Nearly a year has passed since Mr. Ervin encountered that tick in the woods of southern Indiana. It is now, once again, full summer here, but this time we know the beast.
------------------------------------------------------------------------ The case described in Vital Signs is based on a true story. Some details have been changed to protect the patient's privacy.

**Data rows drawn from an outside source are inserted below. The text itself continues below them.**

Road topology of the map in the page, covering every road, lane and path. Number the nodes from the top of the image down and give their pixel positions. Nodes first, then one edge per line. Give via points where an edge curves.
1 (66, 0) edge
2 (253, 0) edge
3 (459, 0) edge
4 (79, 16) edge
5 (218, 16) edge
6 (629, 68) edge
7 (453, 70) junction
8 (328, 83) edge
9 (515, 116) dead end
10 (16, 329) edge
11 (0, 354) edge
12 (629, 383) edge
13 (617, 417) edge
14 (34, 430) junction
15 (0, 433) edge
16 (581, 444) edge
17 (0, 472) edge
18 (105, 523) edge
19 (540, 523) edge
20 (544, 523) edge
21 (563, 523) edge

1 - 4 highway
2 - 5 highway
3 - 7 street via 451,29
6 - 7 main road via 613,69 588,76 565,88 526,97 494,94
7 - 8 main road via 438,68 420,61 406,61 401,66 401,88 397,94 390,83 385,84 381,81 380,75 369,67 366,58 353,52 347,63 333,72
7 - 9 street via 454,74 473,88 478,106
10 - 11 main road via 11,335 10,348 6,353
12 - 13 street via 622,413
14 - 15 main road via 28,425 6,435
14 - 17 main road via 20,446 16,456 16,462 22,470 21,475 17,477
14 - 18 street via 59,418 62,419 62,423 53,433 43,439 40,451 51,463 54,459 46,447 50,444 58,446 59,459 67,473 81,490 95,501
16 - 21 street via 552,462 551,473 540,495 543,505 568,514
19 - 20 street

Don't blame the messenger. Ticks are only passing along pathogens they've picked up after feeding on infected mammalian hosts--like deer or rodents. Still, they are formidably well-designed vectors: tiny (nymphal ticks are the size of a pinhead) and amazingly long-lived (some live for 15 years between blood meals). Even worse, the diagnoses of tick-borne diseases are maddening because the symptoms--fever, headache, chills, nausea--are common to many diseases. Fortunately, with the exception of Lyme disease and Rocky Mountain spotted fever, tick-borne diseases are rare. And, if they are detected early, all are easily treated with drugs. Here, in order of prevalence, are the tick-borne diseases of North America:
*Lyme disease is the leading vector-borne disease in the United States. More than 10,000 cases of Lyme disease are reported each year. Lyme disease is caused by infection with the spirochete Borrelia burgdorferi. The hallmark of the disease is a bull's-eye rash at the tick bite. Carriers: Black-legged (deer) tick in the East and the Midwest; Western black-legged tick in the West.

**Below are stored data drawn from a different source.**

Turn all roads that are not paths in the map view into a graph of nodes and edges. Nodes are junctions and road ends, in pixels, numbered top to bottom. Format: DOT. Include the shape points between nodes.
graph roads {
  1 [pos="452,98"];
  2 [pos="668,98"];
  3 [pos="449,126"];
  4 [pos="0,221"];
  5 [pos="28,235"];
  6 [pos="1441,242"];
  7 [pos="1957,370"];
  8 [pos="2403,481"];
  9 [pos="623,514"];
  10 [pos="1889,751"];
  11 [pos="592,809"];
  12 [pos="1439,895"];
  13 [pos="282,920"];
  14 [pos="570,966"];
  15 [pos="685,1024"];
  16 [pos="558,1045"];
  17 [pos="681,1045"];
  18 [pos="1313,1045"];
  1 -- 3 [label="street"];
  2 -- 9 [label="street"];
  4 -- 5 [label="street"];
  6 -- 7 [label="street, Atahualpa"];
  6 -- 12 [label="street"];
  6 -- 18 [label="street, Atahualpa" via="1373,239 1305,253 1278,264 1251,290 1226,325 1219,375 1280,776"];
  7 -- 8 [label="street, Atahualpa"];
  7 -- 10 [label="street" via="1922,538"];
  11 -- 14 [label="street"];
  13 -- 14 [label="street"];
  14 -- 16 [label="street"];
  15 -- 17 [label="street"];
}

*Rocky Mountain spotted fever is caused by infection with a bacterial pathogen--Rickettsia rickettsii. More than half of all patients report a rash at the site of the tick bite. Few people die of tick-borne diseases, but when they do, it is most often because of Rocky Mountain spotted fever. Carriers: Dog ticks in the East; wood ticks in the West.
*Ehrlichiosis occurs in two forms, monocytic and granulocytic. Both were identified within the past 13 years. The monocytic variety is caused by the bacterium Ehrlichia chaffeensis, which invades white blood cells called monocytes. The granulocytic variety is caused by an unnamed bacterium that thrives in white blood cells called granulocytes. Key signs of the disease are low counts of white blood cells and platelets. Carriers: Lone star tick (monocytic) and deer tick (granulocytic).

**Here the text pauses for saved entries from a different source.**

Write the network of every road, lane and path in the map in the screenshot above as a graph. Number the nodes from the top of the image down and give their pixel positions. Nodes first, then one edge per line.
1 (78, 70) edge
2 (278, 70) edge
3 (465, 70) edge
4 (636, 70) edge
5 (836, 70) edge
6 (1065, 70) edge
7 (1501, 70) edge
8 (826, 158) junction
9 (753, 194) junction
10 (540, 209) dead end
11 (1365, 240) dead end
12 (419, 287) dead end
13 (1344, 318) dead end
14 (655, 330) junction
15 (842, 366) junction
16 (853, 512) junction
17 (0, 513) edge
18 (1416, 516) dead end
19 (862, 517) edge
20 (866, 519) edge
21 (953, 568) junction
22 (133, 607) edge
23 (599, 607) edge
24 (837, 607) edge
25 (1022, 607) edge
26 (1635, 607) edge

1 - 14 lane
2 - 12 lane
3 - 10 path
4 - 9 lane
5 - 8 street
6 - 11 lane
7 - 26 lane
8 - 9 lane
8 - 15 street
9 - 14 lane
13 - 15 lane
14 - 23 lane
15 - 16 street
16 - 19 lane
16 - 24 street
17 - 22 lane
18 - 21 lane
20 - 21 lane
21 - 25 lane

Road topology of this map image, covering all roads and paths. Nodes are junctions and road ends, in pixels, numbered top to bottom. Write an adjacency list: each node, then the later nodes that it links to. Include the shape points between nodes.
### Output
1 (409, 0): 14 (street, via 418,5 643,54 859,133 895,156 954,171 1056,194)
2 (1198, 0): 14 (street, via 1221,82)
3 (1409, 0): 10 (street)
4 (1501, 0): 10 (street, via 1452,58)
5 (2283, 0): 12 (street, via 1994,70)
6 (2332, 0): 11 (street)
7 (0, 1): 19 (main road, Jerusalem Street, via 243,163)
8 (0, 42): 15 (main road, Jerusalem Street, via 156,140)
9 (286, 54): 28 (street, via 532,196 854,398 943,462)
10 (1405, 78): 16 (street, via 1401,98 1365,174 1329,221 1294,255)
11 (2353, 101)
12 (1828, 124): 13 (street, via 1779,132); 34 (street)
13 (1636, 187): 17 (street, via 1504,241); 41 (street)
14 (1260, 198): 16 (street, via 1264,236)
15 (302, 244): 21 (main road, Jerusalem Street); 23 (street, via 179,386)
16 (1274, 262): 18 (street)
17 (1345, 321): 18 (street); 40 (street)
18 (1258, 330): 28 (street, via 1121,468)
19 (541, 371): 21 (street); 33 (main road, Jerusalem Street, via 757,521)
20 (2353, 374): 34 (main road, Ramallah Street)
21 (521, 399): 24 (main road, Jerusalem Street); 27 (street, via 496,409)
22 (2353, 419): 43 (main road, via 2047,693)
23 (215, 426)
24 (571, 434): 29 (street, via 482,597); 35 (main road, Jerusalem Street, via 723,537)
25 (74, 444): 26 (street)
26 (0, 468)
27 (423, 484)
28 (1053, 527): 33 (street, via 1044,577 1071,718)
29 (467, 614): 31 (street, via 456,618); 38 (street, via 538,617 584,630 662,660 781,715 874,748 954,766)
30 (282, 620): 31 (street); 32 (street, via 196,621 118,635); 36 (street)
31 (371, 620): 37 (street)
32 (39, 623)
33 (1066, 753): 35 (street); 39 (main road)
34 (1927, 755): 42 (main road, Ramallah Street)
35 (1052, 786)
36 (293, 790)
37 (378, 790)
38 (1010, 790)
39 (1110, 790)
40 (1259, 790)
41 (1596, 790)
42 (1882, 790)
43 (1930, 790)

*Babesiosis is caused by infection with a tick-borne parasite, Babesia microti, which infects red blood cells. Although the infection is usually curable, it can for unknown reasons be severe in people who've had their spleens removed. Carrier: Deer tick.
*Tularemia is caused by infection with the bacterium Francisella tularensis. People get sick when they're bit by an infected tick or handle tissue of an infected animal, most often a cottontail rabbit. Tularemia causes distinctive skin sores and swollen lymph nodes. Interestingly, the U.S. Department of Defense considers the bacterium a possible weapon for biological warfare. Carriers: dog tick, lone star tick.
*Colorado tick fever is caused by a virus that replicates in blood-forming stem cells, prompting blood count to drop. There is no specific therapy for the infection, but severe illness is rare and occurs only in children. Carrier: Wood tick. *Sporadic relapsing fever is caused by spirochetes belonging to the Borrelia family. Because the virus thrives in cave-dwelling ticks, cases tend to crop up among spelunkers. Carrier: Argasid, or soft-bodied, ticks.
Doctor on Call
"My father was an undertaker, and I grew up with autopsies being performed in my home," says pathologist Daniel Weaver. "I got to know the dead early, and I never liked them. They'd always drop by when the weather changed in October, about the time of my birthday." Weaver has taught and practiced pathology in the Midwest for 15 years. He has been a contributor to Vital Signs since 1993, and his 1995 column on endometriosis won an award from the Endometriosis Association. He and his wife, a nurse, recently relocated from Columbus, Ohio, to Jasper, Indiana, population 10,000. They are expecting their second child.